Farming

Raisin Farmers Fight for Crop Control

Supreme Court hears case of USDA agricultural takings.

|

ReasonTV

Like characters in a Sergio Leone Western, government programs fall into three main categories: the good, the bad and the ugly. The program under inspection Wednesday at the Supreme Court fell squarely in the last category. 

Many consumers like to eat raisins, and some farmers like to grow the grapes that are dried to make raisins. In a normal commodity, producers would produce as much or as little as they chose and then sell it to willing buyers. But raisins are anything but a normal commodity. 

During the Great Depression, the government decided that prices paid to farmers were too low and undertook to correct the problem by limiting their output. Though that was an understandable response to the worst economic crisis in our history—not sound, but understandable—it has long outlasted the calamity that gave rise to it. 

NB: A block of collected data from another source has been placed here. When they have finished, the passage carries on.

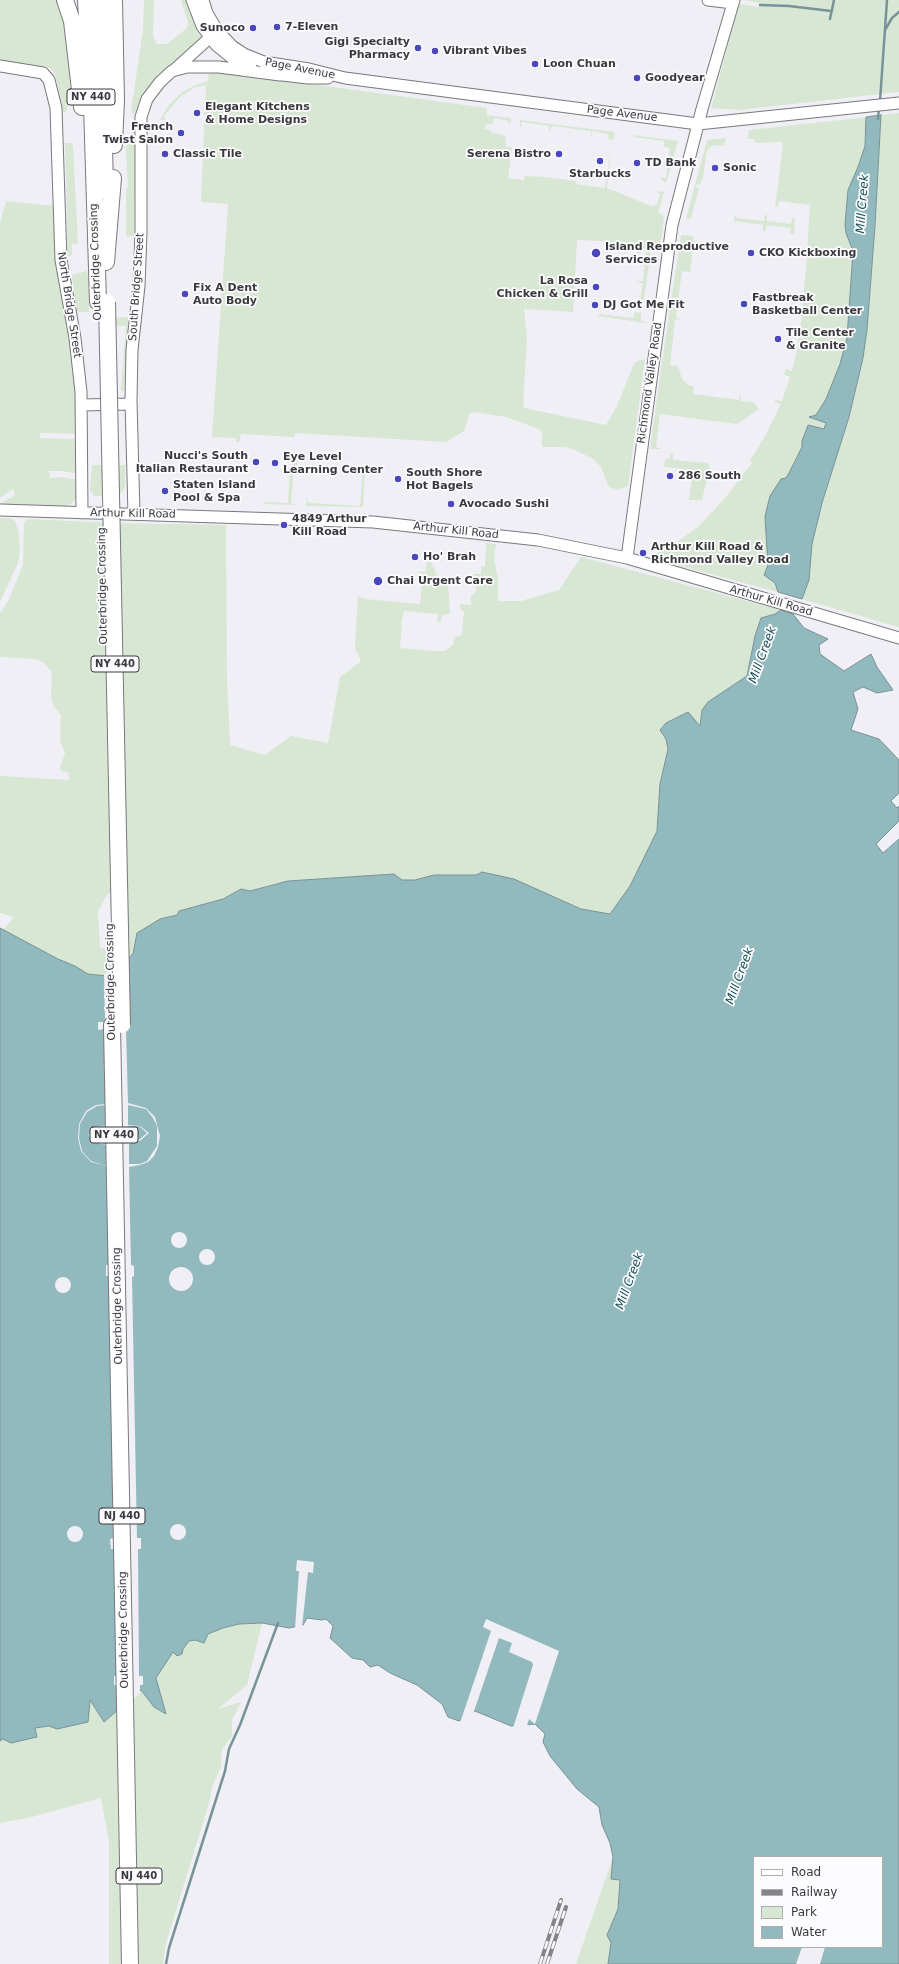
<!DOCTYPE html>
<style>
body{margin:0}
#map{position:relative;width:899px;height:1964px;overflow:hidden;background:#efeff5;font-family:"DejaVu Sans",sans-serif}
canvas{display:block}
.legend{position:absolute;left:753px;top:1856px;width:130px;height:92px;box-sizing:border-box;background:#fcfcff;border:1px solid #aeaeb1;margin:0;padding:5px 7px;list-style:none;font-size:12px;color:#3a3a3d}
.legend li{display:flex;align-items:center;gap:8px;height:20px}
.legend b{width:20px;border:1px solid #aeaeb1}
</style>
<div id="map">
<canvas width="899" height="1964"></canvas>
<ul class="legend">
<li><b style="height:5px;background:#fff"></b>Road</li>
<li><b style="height:5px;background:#848488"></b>Railway</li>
<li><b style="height:11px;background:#d8e7d3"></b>Park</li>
<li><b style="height:11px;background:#92b9bd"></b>Water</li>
</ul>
</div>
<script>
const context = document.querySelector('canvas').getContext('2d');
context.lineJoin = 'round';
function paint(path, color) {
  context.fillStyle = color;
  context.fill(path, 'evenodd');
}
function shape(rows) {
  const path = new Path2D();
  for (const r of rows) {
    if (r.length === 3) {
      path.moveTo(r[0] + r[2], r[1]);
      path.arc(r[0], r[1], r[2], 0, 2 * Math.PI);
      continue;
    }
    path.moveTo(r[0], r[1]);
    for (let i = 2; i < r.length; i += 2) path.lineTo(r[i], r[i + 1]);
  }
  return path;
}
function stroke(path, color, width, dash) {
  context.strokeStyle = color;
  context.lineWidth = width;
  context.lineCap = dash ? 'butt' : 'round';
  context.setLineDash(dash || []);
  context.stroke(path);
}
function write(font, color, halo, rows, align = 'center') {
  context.font = font + ' "DejaVu Sans",sans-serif';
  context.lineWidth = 3.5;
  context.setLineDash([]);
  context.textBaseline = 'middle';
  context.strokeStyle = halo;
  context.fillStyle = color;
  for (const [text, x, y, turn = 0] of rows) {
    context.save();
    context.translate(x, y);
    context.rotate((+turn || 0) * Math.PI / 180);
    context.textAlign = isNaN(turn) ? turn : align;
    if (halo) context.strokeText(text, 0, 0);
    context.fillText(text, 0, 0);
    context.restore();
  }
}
const green = shape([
 [0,0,60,0,64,13,71,94,66,113,63,112,55,74,51,69,47,67,0,61],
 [144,0,154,0,153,37,157,44,167,44,187,28,188,23,181,0,187,0,203,38,151,83,141,97,136,112,133,114,131,111,143,30],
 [743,0,899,0,899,92,739,110,711,108,739,4,759,7,760,3],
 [209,70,487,108,487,115,511,118,510,126,509,121,494,118,492,124,486,124,485,129,490,130,492,133,505,135,506,147,512,147,508,178,524,180,525,176,545,177,576,181,576,184,605,188,611,149,607,188,651,206,657,205,660,194,655,191,664,192,658,212,664,216,662,236,659,244,651,248,650,256,645,255,647,250,644,248,639,254,637,253,638,248,605,244,603,241,577,240,573,312,524,309,527,338,523,403,524,408,606,425,617,406,633,366,636,362,645,359,628,486,618,490,609,487,601,467,593,459,575,450,565,447,542,447,542,434,539,429,506,417,474,412,470,413,464,431,446,442,295,433,294,437,241,434,239,442,236,442,236,438,212,437,228,204,201,202,206,85,194,88,180,97,165,115,164,118,166,120,160,120,168,106,181,93,196,85,208,81],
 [899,113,899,627,798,598,807,551,849,417,863,358,867,330,875,226,881,115],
 [868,117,852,328,825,427,785,594,658,560,655,557,657,553,676,543,699,526,725,498,752,463,750,461,765,436,781,404,775,402,775,400,782,401,790,377,784,374,786,369,792,371,797,349,802,316,796,316,796,313,802,312,807,258,800,256,801,254,807,254,810,205,779,201,778,207,775,207,783,144,781,142,755,143,754,139,748,139,749,130],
 [520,120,614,132,614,139,609,140,608,134,593,131,591,137,591,131,552,126,549,132,549,126,522,122,520,128],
 [132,126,135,126,134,236,126,236,126,188,128,188,126,152,127,142,132,140],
 [633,135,678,141,666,183,659,178,666,178,670,148,664,147,664,141,633,137],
 [726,138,724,146,714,145,707,150,703,177,700,184,697,184,696,188,699,188,691,218,686,219,707,140],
 [65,143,72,143,73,147,78,244,72,244,72,255,68,257],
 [6,201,54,206,72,342,78,434,41,433,39,438,78,439,79,474,63,471,49,471,50,478,63,477,79,480,77,497,73,502,66,507,0,504,15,495,13,489,0,498,0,223],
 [735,214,737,218,764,221,765,215,767,215,767,221,791,224,792,218,794,218,795,219,794,234,790,234,791,228,767,225,765,231,763,231,763,225,736,221,734,224],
 [681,235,692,236,694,238,690,272,682,271,676,317,682,320,675,319,670,365,678,366,682,379,688,385,694,387,693,394,739,400,741,394,741,401,753,402,759,409,739,423,736,424,660,414,656,447,662,449,650,449,662,362],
 [638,263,649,264,643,304,634,303,640,302,643,284,636,281,643,281,644,268,645,265],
 [87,271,91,285,92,302,89,302,89,312,77,312,75,310,72,275],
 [635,312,641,313,641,321,646,322,646,323,598,316,599,314,633,318],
 [127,317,129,321,124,391,121,391,126,326,113,326,113,318],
 [671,453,673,454,673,460,707,463,709,465,710,467,702,500,689,500,693,470,664,467,665,459,669,459],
 [293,457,297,457,297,466,294,466,291,503,297,505,263,504,264,502,288,503,290,469,292,469],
 [92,465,125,465,125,488,118,496,94,496,90,490],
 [363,468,365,468,363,507,306,506,308,496,308,503,360,506],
 [0,518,10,518,15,521,18,530,20,550,18,563,0,602],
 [27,519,116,523,226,525,227,680,230,745,265,755,291,736,328,743,340,677,360,662,360,658,355,649,358,596,364,599,420,604,423,574,415,571,426,572,427,556,429,557,440,582,448,583,450,614,442,615,441,622,437,622,438,614,404,611,401,624,402,625,400,648,434,651,445,651,453,645,455,637,462,635,464,612,459,607,461,604,471,605,471,595,474,594,476,591,476,580,472,577,472,574,481,574,481,566,485,567,486,543,496,544,494,557,498,580,498,601,521,601,559,590,581,557,781,610,775,614,761,618,747,676,708,703,702,710,700,726,666,739,668,749,657,831,630,886,610,914,581,909,551,896,476,875,434,875,415,880,402,880,394,874,288,881,250,891,241,889,223,899,179,911,177,915,160,919,137,933,133,954,107,976,88,974,75,966,58,959,3,930,14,917,0,913,0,776,69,780,68,773,61,771,60,768,65,753,60,741,61,715,54,706,51,698,52,677,51,671,44,663,36,659,0,657,0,613,8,601,23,565,24,524],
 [113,888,114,948,100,948,98,912,105,898],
 [262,1623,247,1685,218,1709,241,1702,232,1720,232,1736,222,1750,221,1767,212,1787,210,1800,166,1943,163,1964,109,1964,109,1842,101,1798,32,1817,0,1823,0,1741,2,1739,37,1737,35,1728,49,1726,57,1729,90,1699,104,1722,141,1690,154,1707,166,1714,156,1678,173,1652,183,1649,189,1641,223,1628,239,1624],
 [613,1857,611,1879,620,1880,618,1909,607,1935,611,1943,608,1964,576,1964]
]);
const water = shape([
 [881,115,875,226,867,330,863,358,849,417,822,503,812,544,809,580,802,599,778,592,775,583,764,575,768,565,765,517,767,508,770,496,781,479,786,478,789,473,802,447,802,441,808,425,824,429,826,423,809,417,816,415,826,399,840,364,847,338,853,251,846,233,845,224,848,190,858,167,865,146,866,117,881,115],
 [781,610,793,614,804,628,828,639,819,645,820,654,844,671,871,654,877,667,893,690,877,693,863,687,853,692,858,709,851,730,879,739,899,760,899,793,891,801,897,808,899,806,899,821,876,844,883,853,899,839,899,1964,608,1964,611,1943,607,1935,618,1909,620,1880,611,1879,613,1857,610,1843,602,1825,599,1807,577,1789,550,1756,543,1742,545,1734,535,1724,511,1726,475,1711,459,1721,448,1717,442,1704,417,1685,390,1673,378,1665,370,1667,363,1660,352,1658,330,1638,333,1626,326,1619,322,1620,307,1618,303,1625,289,1628,262,1623,239,1624,223,1628,208,1634,204,1643,195,1640,189,1641,183,1649,182,1654,177,1656,173,1652,156,1678,166,1714,154,1707,141,1690,104,1722,90,1700,88,1722,57,1729,49,1726,35,1728,37,1737,11,1743,3,1739,0,1741,0,928,58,959,75,966,88,974,107,976,133,954,137,933,160,919,177,915,179,911,223,899,241,889,250,891,288,881,394,874,402,880,415,880,434,875,476,875,482,872,514,879,581,909,610,914,630,886,657,831,660,784,668,749,666,739,660,730,666,723,688,712,700,726,702,710,708,702,747,676,755,636,761,618,775,614,781,610],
 [754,1857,882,1857,882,1947,754,1947,754,1857]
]);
const pier = shape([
 [125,958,130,1028,126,1029,128,1103,146,1108,155,1117,160,1136,158,1147,154,1156,148,1162,140,1165,129,1167,131,1265,134,1266,134,1276,132,1277,137,1538,141,1538,141,1549,138,1549,139,1676,143,1676,143,1685,140,1685,140,1693,119,1713,118,1685,114,1685,114,1676,117,1676,114,1549,111,1549,110,1539,114,1538,109,1276,106,1276,106,1265,109,1265,107,1166,91,1162,81,1151,78,1138,79,1124,86,1111,96,1105,106,1104,105,1029,98,1030,98,1022,105,1022,104,974,106,974],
 [106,1105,106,1125,95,1128,88,1135,97,1143,107,1145,107,1165,103,1165,91,1161,82,1151,79,1138,80,1124,87,1112,97,1106],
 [128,1105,146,1109,153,1118,157,1126,157,1146,147,1161,140,1164,129,1164,129,1144,141,1140,149,1133,140,1126,128,1125],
 [106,1126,106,1131,99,1132,100,1139,107,1139,107,1144,92,1139,89,1135,96,1128],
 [128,1126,139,1126,147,1133,140,1139,129,1142,129,1138,131,1138,131,1131,128,1130],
 [179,1240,8],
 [207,1257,8],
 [181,1279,12],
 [63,1285,8],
 [178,1532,8],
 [75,1534,8],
 [297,1560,314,1562,313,1573,308,1572,302,1627,295,1629,299,1571,296,1571],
 [486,1619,559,1651,535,1724,529,1719,527,1726,513,1728,533,1665,532,1662,509,1652,512,1643,499,1638,473,1714,460,1723,491,1631,483,1627],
 [802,1947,825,1947,820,1964,796,1964]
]);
const stream = shape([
 [760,5,789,6,831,11],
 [830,19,834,0],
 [885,30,892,18,899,12],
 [880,101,887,0],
 [878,119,879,108],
 [166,1964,169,1948,225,1771,229,1749,240,1725,278,1623]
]);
const minor = shape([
 [192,0,202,26,216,45,232,58,251,67],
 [203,0,207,13,217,30,232,46,244,54,264,62,309,69,345,78,698,124,899,103],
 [708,0,733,3],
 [0,66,43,73,49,80,56,108,61,260,75,338,81,392,82,513],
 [174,70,215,33],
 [274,74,308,78,328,78],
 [81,405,131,404],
 [0,510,373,522,538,540,627,558,899,638],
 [134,514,131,401,132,350,139,286,141,232,141,117,147,99,160,82,172,71,187,67,219,67,280,75],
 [627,558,672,225,702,109,734,0]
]);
const highway = shape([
 [65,0,72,21,82,107],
 [86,0,92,105,98,302],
 [101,0,105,191],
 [114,0,116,100,114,145],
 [106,262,113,178],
 [112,1025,130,1964]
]);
const rail = shape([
 [540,1964,561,1900],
 [547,1964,566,1907]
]);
const highwayBridge = shape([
 [107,302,122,1025]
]);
const markers = [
 [277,27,4,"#4a47be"],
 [253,28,4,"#4a47be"],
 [418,48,4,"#4a47be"],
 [435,51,4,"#4a47be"],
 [535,64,4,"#4a47be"],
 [637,78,4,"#4a47be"],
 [197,113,4,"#4a47be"],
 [181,133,4,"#4a47be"],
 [165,154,4,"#4a47be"],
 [559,154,4,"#4a47be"],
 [600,161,4,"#4a47be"],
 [637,163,4,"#4a47be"],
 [715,168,4,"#4a47be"],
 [596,253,5,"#4a47be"],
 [751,253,4,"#4a47be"],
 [596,287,4,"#4a47be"],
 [185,294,4,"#4a47be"],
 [744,304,4,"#4a47be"],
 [595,305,4,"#4a47be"],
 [778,339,4,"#4a47be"],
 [256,462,4,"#4a47be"],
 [275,463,4,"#4a47be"],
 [670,476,4,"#4a47be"],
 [398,479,4,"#4a47be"],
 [165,491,4,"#4a47be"],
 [451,504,4,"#4a47be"],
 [284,525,4,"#4a47be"],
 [643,553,4,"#4a47be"],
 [415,557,4,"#4a47be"],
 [378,581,5,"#4a47be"]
];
const shields = [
 [91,97,48],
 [115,664,48],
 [114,1135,48],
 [122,1516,46],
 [139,1876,46]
];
const shieldNames = [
 ["NY 440",91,97],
 ["NY 440",115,664],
 ["NY 440",114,1135],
 ["NJ 440",122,1516],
 ["NJ 440",139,1876]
];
const poiNames = [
 ["7-Eleven",285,27],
 ["Sunoco",245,28,"right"],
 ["Gigi Specialty",410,42,"right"],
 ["Pharmacy",410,55,"right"],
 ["Vibrant Vibes",443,51],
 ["Loon Chuan",543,64],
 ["Goodyear",645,78],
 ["Elegant Kitchens",205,107],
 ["& Home Designs",205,120],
 ["French",173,127,"right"],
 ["Twist Salon",173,140,"right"],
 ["Classic Tile",173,154],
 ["Serena Bistro",551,154,"right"],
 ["TD Bank",645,163],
 ["Sonic",723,168],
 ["Starbucks",600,174,"center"],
 ["Island Reproductive",605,247],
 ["Services",605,260],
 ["CKO Kickboxing",759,253],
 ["La Rosa",588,281,"right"],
 ["Chicken & Grill",588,294,"right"],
 ["Fix A Dent",193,288],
 ["Auto Body",193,301],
 ["Fastbreak",752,298],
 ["Basketball Center",752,311],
 ["DJ Got Me Fit",603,305],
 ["Tile Center",786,333],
 ["& Granite",786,346],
 ["Nucci's South",248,456,"right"],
 ["Italian Restaurant",248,469,"right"],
 ["Eye Level",283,457],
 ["Learning Center",283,470],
 ["South Shore",406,473],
 ["Hot Bagels",406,486],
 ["286 South",678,476],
 ["Staten Island",173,485],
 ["Pool & Spa",173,498],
 ["Avocado Sushi",459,504],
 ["4849 Arthur",292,519],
 ["Kill Road",292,532],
 ["Arthur Kill Road &",651,547],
 ["Richmond Valley Road",651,560],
 ["Ho' Brah",423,557],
 ["Chai Urgent Care",387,581]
];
const streetNames = [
 ["Page Avenue",300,69,11],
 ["Page Avenue",622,114,7],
 ["Outerbridge Crossing",96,262,-92],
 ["South Bridge Street",137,287,-86],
 ["North Bridge Street",69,305,81],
 ["Richmond Valley Road",650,383,-82],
 ["Arthur Kill Road",133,514,1],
 ["Arthur Kill Road",456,531,6],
 ["Outerbridge Crossing",103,586,-91],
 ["Arthur Kill Road",771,601,16],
 ["Outerbridge Crossing",111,982,-91],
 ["Outerbridge Crossing",118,1306,-91],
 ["Outerbridge Crossing",124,1630,-91]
];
const waterNames = [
 ["Mill Creek",863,204,-86],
 ["Mill Creek",763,655,-70],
 ["Mill Creek",740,976,-70],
 ["Mill Creek",630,1281,-70]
];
paint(green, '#d8e7d3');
paint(water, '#92b9bd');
stroke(water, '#789397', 1);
paint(pier, '#efeff5');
stroke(stream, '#789397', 2.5);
stroke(minor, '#78787d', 13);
stroke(highway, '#78787d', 18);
stroke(minor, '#fff', 11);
stroke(highway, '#fff', 16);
stroke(rail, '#848488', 4);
stroke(rail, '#fcfcff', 2.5, [8]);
stroke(highwayBridge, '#78787d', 18, []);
stroke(highwayBridge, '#fff', 16);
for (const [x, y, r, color] of markers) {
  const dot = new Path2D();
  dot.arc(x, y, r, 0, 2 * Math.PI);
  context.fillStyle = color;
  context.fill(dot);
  stroke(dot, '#fcfcff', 1.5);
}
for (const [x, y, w] of shields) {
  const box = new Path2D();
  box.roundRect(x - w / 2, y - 8, w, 16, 3);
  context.fillStyle = '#fcfcff';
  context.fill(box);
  stroke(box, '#3a3a3d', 1);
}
write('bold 10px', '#3a3a3d', null, shieldNames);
write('bold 11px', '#3a3a3d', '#fcfcff', poiNames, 'left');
write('11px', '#3a3a3d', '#fcfcff', streetNames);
write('italic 12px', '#154e53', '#fcfcff', waterNames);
</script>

Today, the United States Department of Agriculture still assumes the task of deciding how many raisins should be sold—a job that in most markets is handled by consumers and producers continually responding to supply and demand. 

When demand for product X goes up, for instance, prices rise, which induces consumers to buy less and producers to produce more, which in turn lowers prices. When demand falls, the reverse occurs. This system works so well that we rely on it for the vast majority of the things we need. 

But not for raisins. For a long time, Marvin and Laura Horne grew their Thompson seedless grapes, which are dried to make raisins, and then did something unnatural: They kissed a lot of them goodbye. This was not by choice, but compulsion. They were required to give a share of what they grew to the government.

As one federal appeals court helpfully explained, "In order to participate in the world of raisin marketing, growers must surrender a portion of their crop as an entrance fee." Some years it's been 15 or 20 percent of their raisins; some years it's been nearly half. Some years, the government has paid farmers something for the produce, and some years it hasn't. 

Dissatisfied with this forced arrangement, the Hornes decided to circumvent it by acquiring equipment to process their raisins and those of other farmers near Fresno, Calif. By becoming "handlers," they figured they would be excused from forfeiting part of their crop. But when they sold the raisins, the USDA slapped them with a fine of nearly $700,000. 

So they sued for the simple right to farm raisins without carrying this onerous burden. The Hornes' lawyers argued that by confiscating much of their crop, the USDA violated the Fifth Amendment to the Constitution, which says private property may not "be taken for public use without just compensation." 

This "takings" clause is what forces your state or local government to pay you fair market value if it wants to raze your house to build a highway or seize your land for a sewage treatment plant. The compensation requirement is a venerable bulwark against a grabby government. 

But the USDA thinks the prohibition applies only to farmers' land—not the fruits of their labor. If that's true, argued the Hornes' lawyers, it implies the government "can take away one's car, furniture, refrigerator, books, silver and clothes" at its whim. 

The Raisin Administrative Committee, which operates under supervision of the USDA, sells or gives away the raisins it takes, with the proceeds going to cover its operating costs, storage fees and promotional efforts abroad. If any money is left, the farmers get some of it. If not, they receive a heaping bushel of air. 

You may argue that the entire program is a good deal for farmers, because it keeps prices up. In that case, you have to admit it's a bad deal for consumers, because, well, it keeps prices up. Regardless, it's a grievous affront to farmers who would like to pursue their lawful livelihood without being subject to annual confiscations. 

The Hornes somehow don't see this system as a sophisticated and benevolent mechanism to help raisin farmers. They regard it as "stealing," as well as "a tool for grower bankruptcy, poverty and involuntary servitude." Marvin Horne told The Washington Post, "It's like being a serf." 

He and his wife don't have to be told of the dangers of growing government forecast in Friedrich Hayek's 1944 book, The Road to Serfdom. The question for the Supreme Court is whether the road should have an exit.